In many machine learning problems, the objective function we aim to solve has the form:
$\min_w \mathcal{L}(w) + \lambda\mathcal{R}(w)$,
where $\mathcal{L}(w)$ (e.g., squared loss) is a loss function, $\mathcal{R}(w)$ is a regularization function (e.g., $\mathcal{R}(w) = ||w||_2^2$), and $\lambda\ge 0$ is a regularization parameter that controls the tradeoff between $\mathcal{L}(w)$ and $\mathcal{R}(w)$.

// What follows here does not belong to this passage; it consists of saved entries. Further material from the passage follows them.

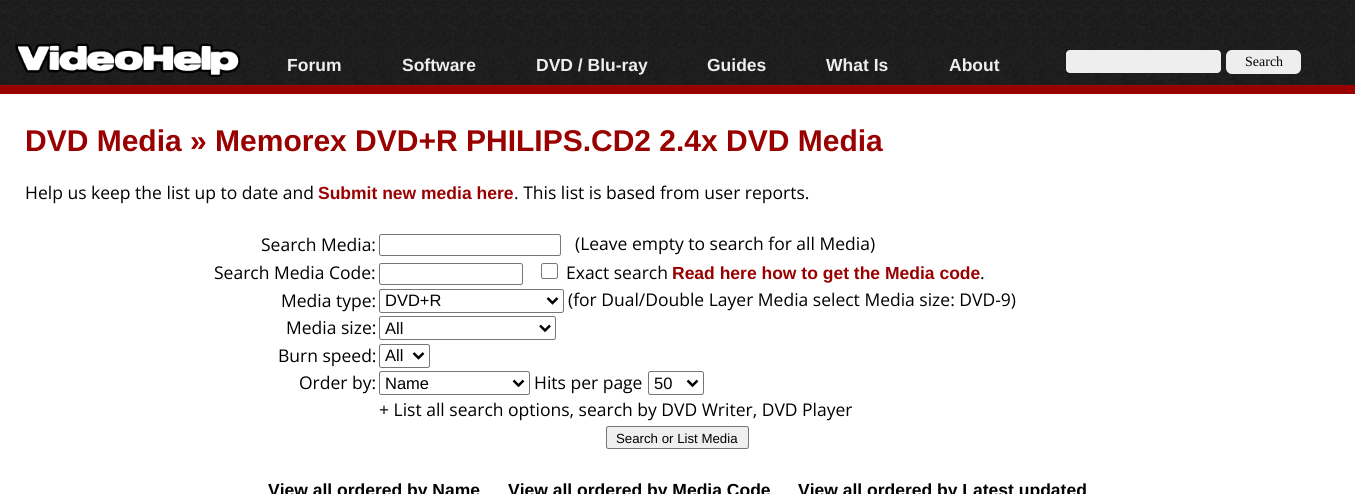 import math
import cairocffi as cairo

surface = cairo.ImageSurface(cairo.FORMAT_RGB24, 1355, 494)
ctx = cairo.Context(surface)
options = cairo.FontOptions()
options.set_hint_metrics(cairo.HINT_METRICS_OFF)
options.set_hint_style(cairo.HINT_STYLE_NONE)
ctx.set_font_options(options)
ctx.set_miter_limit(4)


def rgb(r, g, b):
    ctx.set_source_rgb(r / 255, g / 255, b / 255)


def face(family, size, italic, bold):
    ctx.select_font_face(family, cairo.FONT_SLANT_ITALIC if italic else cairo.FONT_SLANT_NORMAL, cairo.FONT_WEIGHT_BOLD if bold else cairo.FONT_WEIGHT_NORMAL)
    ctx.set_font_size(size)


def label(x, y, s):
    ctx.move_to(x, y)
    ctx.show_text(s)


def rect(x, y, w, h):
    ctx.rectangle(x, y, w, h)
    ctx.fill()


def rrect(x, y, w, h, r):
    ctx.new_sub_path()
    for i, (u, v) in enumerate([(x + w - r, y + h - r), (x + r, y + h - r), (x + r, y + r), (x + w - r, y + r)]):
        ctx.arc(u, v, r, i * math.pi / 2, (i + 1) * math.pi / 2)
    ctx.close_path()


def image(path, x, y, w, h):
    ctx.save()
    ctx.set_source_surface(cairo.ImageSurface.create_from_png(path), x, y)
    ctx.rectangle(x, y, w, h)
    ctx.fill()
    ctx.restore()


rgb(34, 34, 34)
ctx.paint()
image('image0.png', 0, 0, 1355, 85)
rgb(153, 0, 0)
rect(0, 85, 1355, 9)
image('image1.png', 15, 43, 225, 34)
face('Liberation Sans', 17.5, 0, 1)
rgb(238, 238, 238)
label(287, 71, 'Forum')
label(402, 71, 'Software')
label(536, 71, 'DVD / Blu-ray')
label(707, 71, 'Guides')
label(826, 71, 'What Is')
label(949, 71, 'About')
rrect(1066, 50, 155, 23, 4)
ctx.fill()
rrect(1226, 50, 75, 24, 6)
ctx.fill()
face('Liberation Serif', 14, 0, 0)
rgb(0, 0, 0)
label(1245, 66, 'Search')
rgb(255, 255, 255)
rect(0, 94, 1355, 400)
face('Liberation Sans', 30, 0, 1)
rgb(153, 0, 0)
label(25, 151, 'DVD Media » Memorex DVD+R PHILIPS.CD2 2.4x DVD Media')
face('Open Sans', 17.5, 0, 0)
rgb(0, 0, 0)
label(25, 199, 'Help us keep the list up to date and')
face('Liberation Sans', 17.5, 0, 1)
rgb(153, 0, 0)
label(318, 199, 'Submit new media here')
face('Open Sans', 17.5, 0, 0)
rgb(0, 0, 0)
label(514, 199, '. This list is based from user reports.')
label(261, 251, 'Search Media:')
rrect(379.5, 234.5, 181, 21, 2)
rgb(118, 118, 118)
ctx.set_line_width(1)
ctx.stroke()
rgb(0, 0, 0)
label(575, 250, '(Leave empty to search for all Media)')
label(214, 279, 'Search Media Code:')
rrect(379.5, 263.5, 143, 21, 2)
rgb(118, 118, 118)
ctx.stroke()
rrect(541.5, 263.5, 16, 15, 2)
ctx.stroke()
rgb(0, 0, 0)
label(566, 279, 'Exact search')
face('Liberation Sans', 17.5, 0, 1)
rgb(153, 0, 0)
label(672, 279, 'Read here how to get the Media code')
face('Open Sans', 17.5, 0, 0)
rgb(0, 0, 0)
label(980, 279, '.')
label(281, 307, 'Media type:')
rrect(379.5, 289.5, 184, 23, 2)
rgb(118, 118, 118)
ctx.stroke()
ctx.new_path()
ctx.move_to(547.5, 298)
ctx.line_to(552.5, 303)
ctx.line_to(557.5, 298)
rgb(0, 0, 0)
ctx.set_line_width(2.5)
ctx.stroke()
face('Liberation Sans', 16.5, 0, 0)
label(385, 306, 'DVD+R')
face('Open Sans', 17.5, 0, 0)
label(568, 306, '(for Dual/Double Layer Media select Media size: DVD-9)')
label(286, 334, 'Media size:')
rrect(379.5, 316.5, 176, 23, 2)
rgb(118, 118, 118)
ctx.set_line_width(1)
ctx.stroke()
ctx.new_path()
ctx.move_to(540, 325.5)
ctx.line_to(545, 330.5)
ctx.line_to(550, 325.5)
rgb(0, 0, 0)
ctx.set_line_width(2.5)
ctx.stroke()
face('Liberation Sans', 16.5, 0, 0)
label(385, 334, 'All')
face('Open Sans', 17.5, 0, 0)
label(278, 362, 'Burn speed:')
rrect(379.5, 344.5, 50, 23, 2)
rgb(118, 118, 118)
ctx.set_line_width(1)
ctx.stroke()
ctx.new_path()
ctx.move_to(413.5, 353)
ctx.line_to(418.5, 358)
ctx.line_to(423.5, 353)
rgb(0, 0, 0)
ctx.set_line_width(2.5)
ctx.stroke()
face('Liberation Sans', 16.5, 0, 0)
label(385, 361, 'All')
face('Open Sans', 17.5, 0, 0)
label(299, 389, 'Order by:')
rrect(379.5, 371.5, 150, 23, 2)
rgb(118, 118, 118)
ctx.set_line_width(1)
ctx.stroke()
ctx.new_path()
ctx.move_to(513.5, 380.5)
ctx.line_to(518.5, 385.5)
ctx.line_to(523.5, 380.5)
rgb(0, 0, 0)
ctx.set_line_width(2.5)
ctx.stroke()
face('Liberation Sans', 16.5, 0, 0)
label(385, 389, 'Name')
face('Open Sans', 17.5, 0, 0)
label(534, 389, 'Hits per page')
rrect(648.5, 371.5, 55, 23, 2)
rgb(118, 118, 118)
ctx.set_line_width(1)
ctx.stroke()
ctx.new_path()
ctx.move_to(687.5, 380.5)
ctx.line_to(692.5, 385.5)
ctx.line_to(697.5, 380.5)
rgb(0, 0, 0)
ctx.set_line_width(2.5)
ctx.stroke()
face('Liberation Sans', 16.5, 0, 0)
label(654, 389, '50')
face('Open Sans', 17.5, 0, 0)
label(379, 416, '+ List all search options, search by DVD Writer, DVD Player')
rgb(239, 239, 239)
rrect(606.5, 426.5, 142, 22, 2)
ctx.fill_preserve()
rgb(118, 118, 118)
ctx.set_line_width(1)
ctx.stroke()
face('Liberation Sans', 13.25, 0, 0)
rgb(0, 0, 0)
label(616, 443, 'Search or List Media')
face('Liberation Sans', 17.5, 0, 1)
label(268, 496, 'View all ordered by Name')
label(508, 496, 'View all ordered by Media Code')
label(798, 496, 'View all ordered by Latest updated')
surface.write_to_png('render.png')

If we have $\lambda_1 \le \lambda_2$, and the corresponding solutions are $w_1$ and $w_2$. The intuition is that we will have $\mathcal{L}(w_1) \le \mathcal{L}(w_2)$ since a larger $\lambda$ leads to a stronger constraint (Or we can also think about the problem from the dual perspective). I was wondering if there is a way to formally prove this intuition?
Thanks!
Yes, just shuffling terms around is enough! The fact that $w_1$ and $w_2$ minimize their respective objectives means that
$L(w_1)+\lambda_1 R(w_1)\leq L(w_2)+\lambda_1 R(w_2)$
and
$L(w_2)+\lambda_2 R(w_2)\leq L(w_1)+\lambda_2 R(w_1)$.
Rearranging these, we get
$\lambda_2 \big[R(w_2) - R(w_1)\big]\leq L(w_1) - L(w_2) \leq \lambda_1 \big[R(w_2)- R(w_1)\big]$
and subtracting,
$(\lambda_2-\lambda_1)\big[R(w_2) - R(w_1)\big]\leq 0$.
Since $(\lambda_2-\lambda_1) > 0$ we may divide it out to get
$\big[R(w_2) - R(w_1)\big]\leq 0$
and since $\lambda_1>0$ we may multiply by it to get
$\lambda_1 \big[R(w_2)- R(w_1)\big]\leq 0$.
Putting it all together,
$L(w_1) - L(w_2) \leq \lambda_1 \big[R(w_2)- R(w_1)\big]\leq 0$.